I feel chilled. Deep down. The sky is grey and I’ve got the shivers.
Rather than curse the cold, I built a fire.
Those of you with wood stoves and fireplaces know that wood fires are a lot of work: stacking and restacking (and restacking) the wood into neat walls; lugging the days’ worth of logs in to the house; carefully coddling the baby fire as you start it; constantly “feeding” the ravenous fire-pet that snacks all day in exchange for the warmth it provides; cleaning up bits of wood all over the floor, and ashes blown out when the stove door opens; humidifying the house to counteract the dry, wood heat; digging paths through the snow to the woodpile.
And yet, for all of that, we wouldn’t be without it.
A fire in the wood stove is more than a heat generator. It’s a demanding and yet giving friend. It gives the room a life and a focal point. It lets you stare at its flickering flames and think thoughts that travel far back into human history: home, safety, warmth, food, community. When you’re absolutely frozen, you can walk right up to it and stand in front of the radiating heat, rotating slowly like a bronzing marshmallow. And when you’re comfortably warm, you can take a seat across the room, out of its direct reach, and still enjoy its glow.

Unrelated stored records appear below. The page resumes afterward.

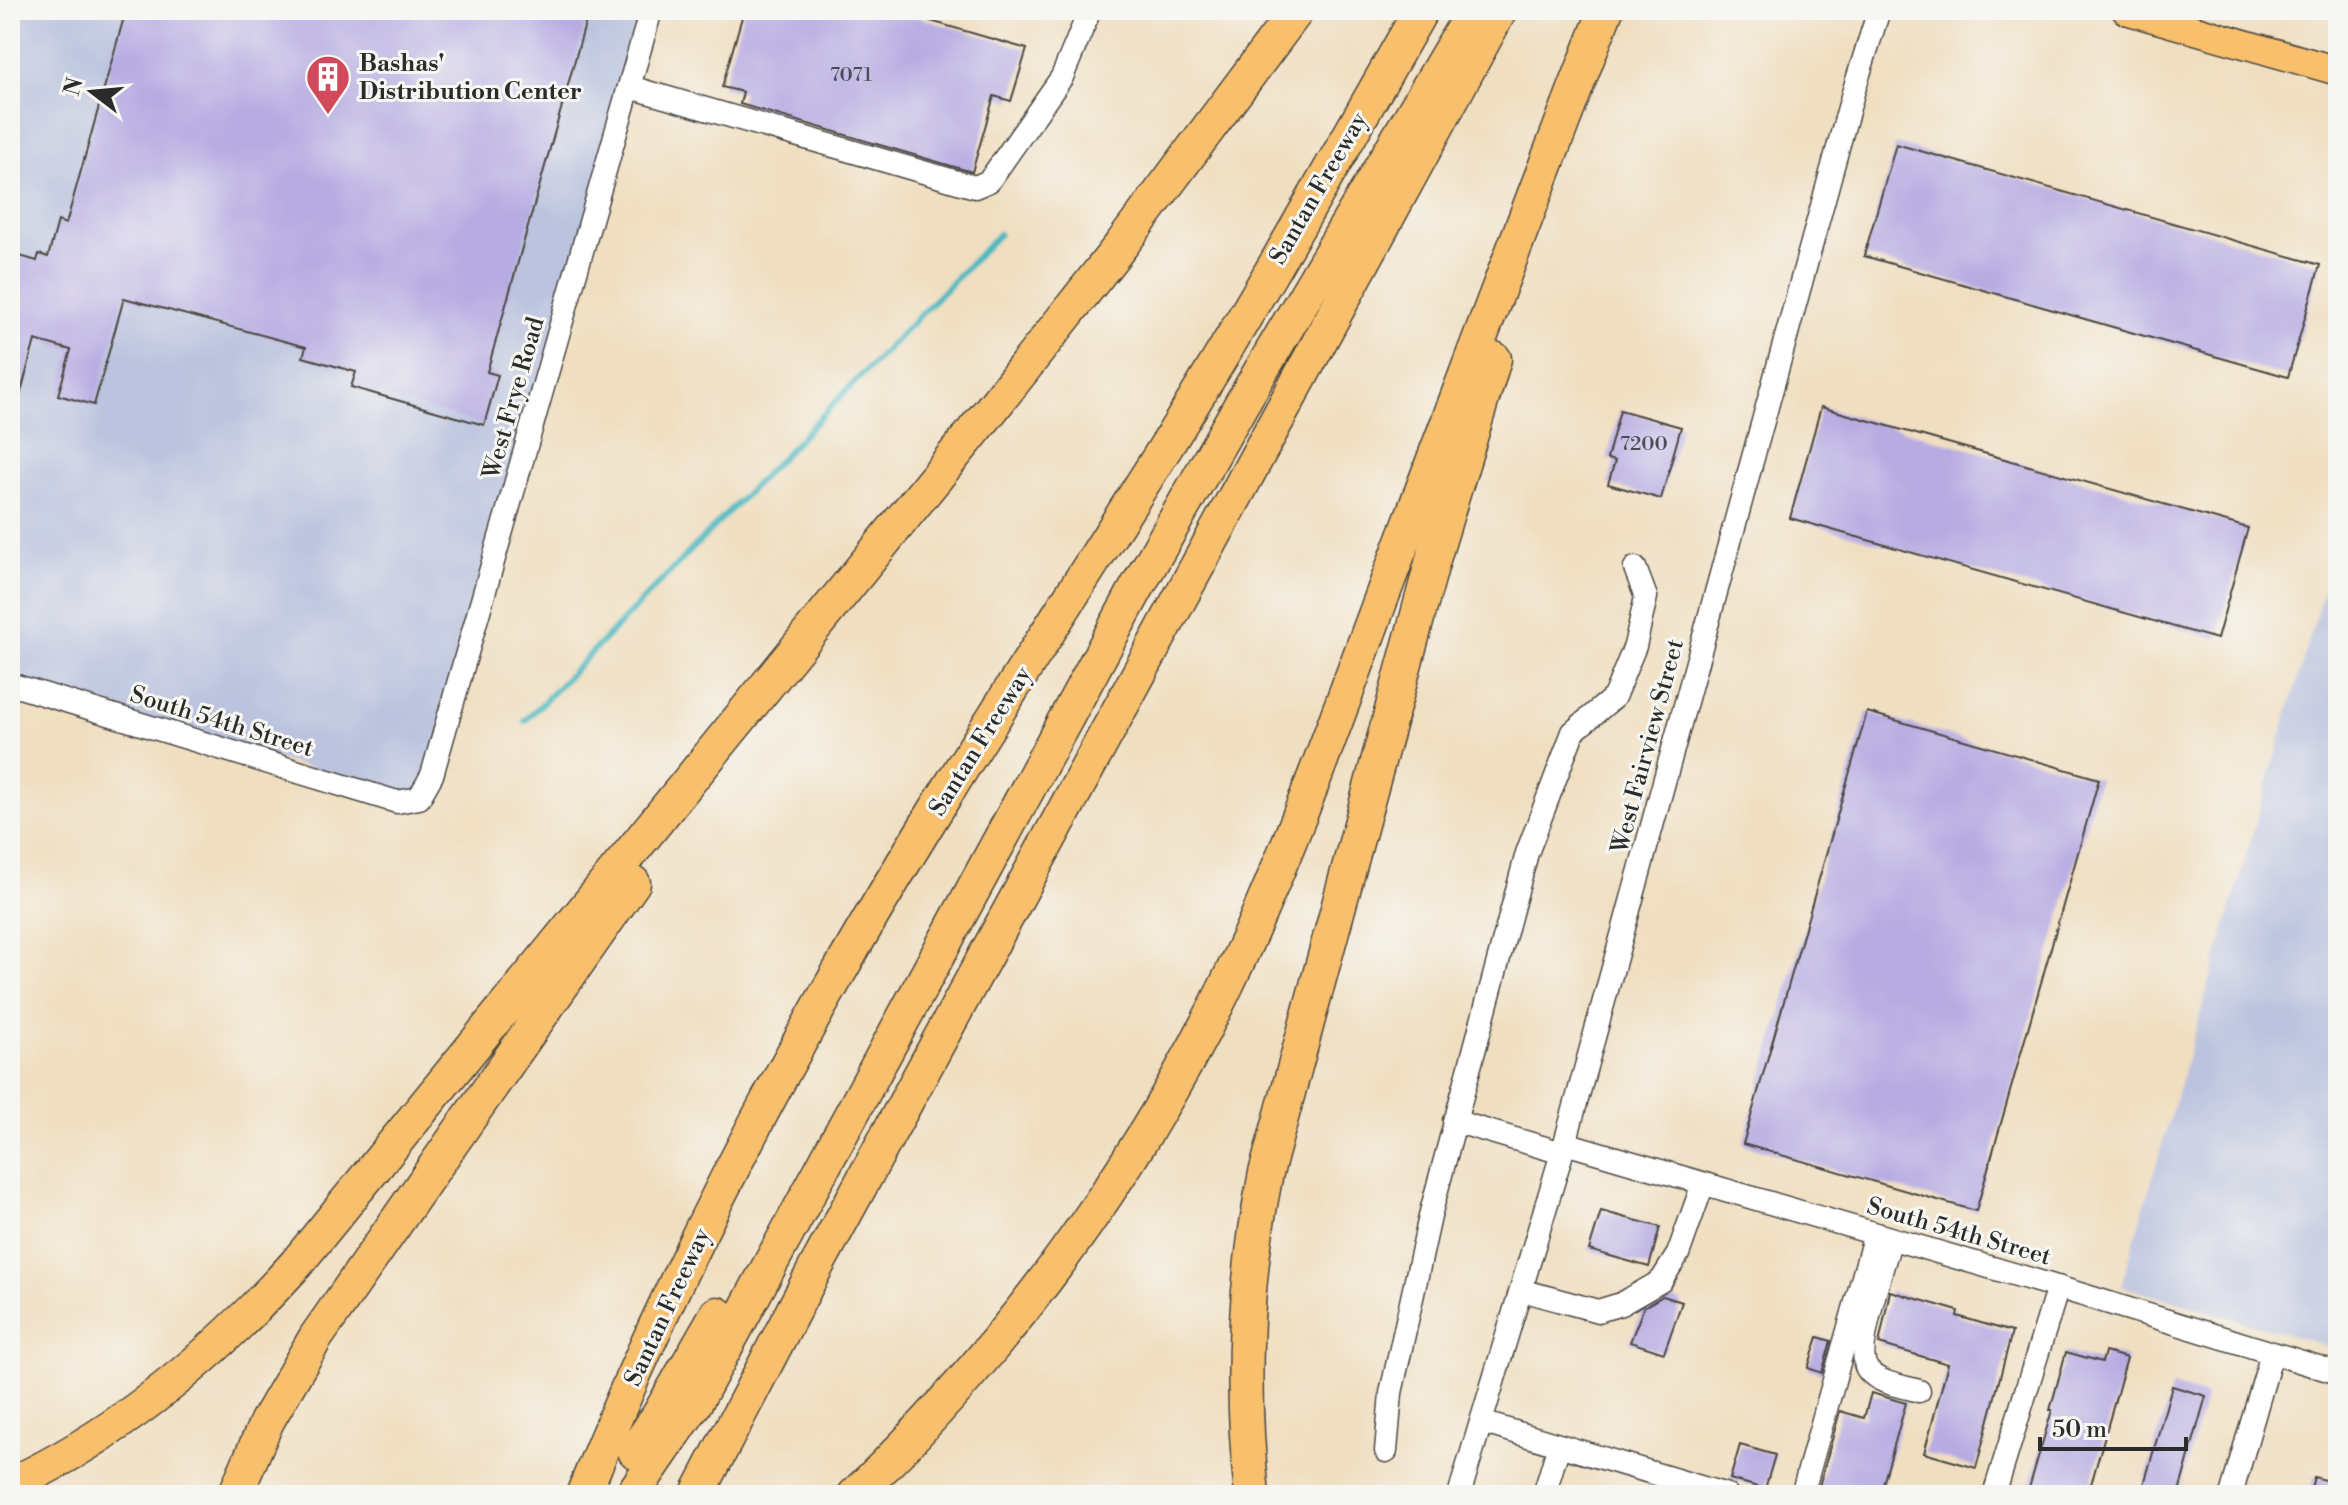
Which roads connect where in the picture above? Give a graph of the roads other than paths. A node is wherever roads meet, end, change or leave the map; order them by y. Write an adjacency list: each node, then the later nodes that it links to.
1 (651, 10): 11 (street, West Frye Road)
2 (1090, 10): 11 (street)
3 (1297, 10): 16 (highway)
4 (1421, 10): 12 (highway, Santan Freeway)
5 (1474, 10): 27 (highway)
6 (1500, 10): 36 (highway)
7 (1606, 10): 13 (highway)
8 (1879, 10): 19 (street, West Fairview Street)
9 (2126, 10): 10 (main road)
10 (2338, 71)
11 (630, 87): 17 (street, West Frye Road)
12 (1335, 161): 27 (highway); 33 (highway, Santan Freeway)
13 (1541, 177): 37 (highway); 38 (highway)
14 (1635, 568): 18 (street)
15 (10, 684): 17 (street, South 54th Street)
16 (740, 718): 31 (highway); 32 (highway)
17 (419, 798)
18 (1454, 1121): 19 (street, South 54th Street); 30 (street)
19 (1564, 1148): 20 (street, South 54th Street); 23 (street, West Fairview Street)
20 (1703, 1184): 21 (street, South 54th Street); 23 (street)
21 (1883, 1236): 22 (street, South 54th Street); 26 (street); 42 (street)
22 (2058, 1287): 24 (street, South 54th Street); 43 (street)
23 (1521, 1290): 28 (street, West Fairview Street)
24 (2272, 1353): 25 (street, South 54th Street); 44 (street)
25 (2338, 1373)
26 (1919, 1391)
27 (684, 1397): 34 (highway); 35 (highway)
28 (1481, 1422): 29 (street); 39 (street, West Fairview Street)
29 (1559, 1445): 40 (street); 41 (street)
30 (1386, 1451)
31 (10, 1485)
32 (235, 1495)
33 (583, 1495)
34 (603, 1495)
35 (632, 1495)
36 (697, 1495)
37 (855, 1495)
38 (1252, 1495)
39 (1459, 1495)
40 (1544, 1495)
41 (1727, 1495)
42 (1802, 1495)
43 (1994, 1495)
44 (2231, 1495)

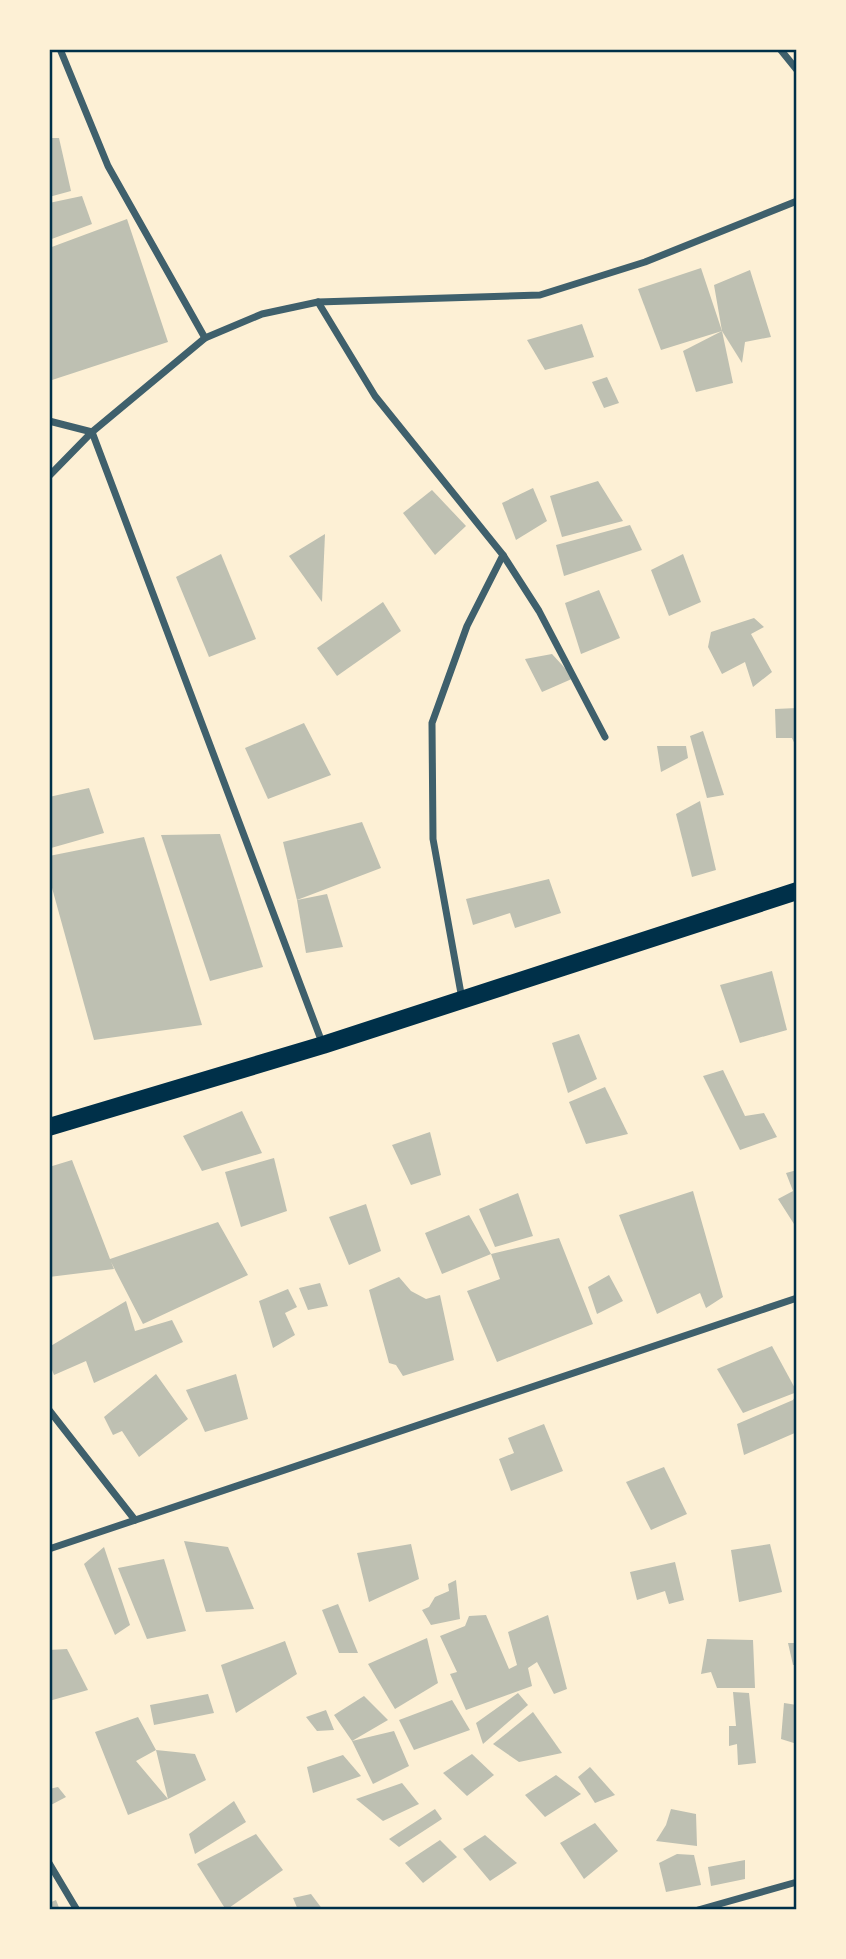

The other day, a friend and I built a fire for a sick friend who was chilled. Building the fire was an easy chore for us, but something our friend couldn’t do for herself that day. And when we left our friend, the fire stayed, sitting calmly beside her, doing its best to warm her and keep her company even as the afternoon grew dim.
Until that day, I’d never thought of a fire as a gift. It turns out it’s one of the gifts I’m most glad to have received, and given.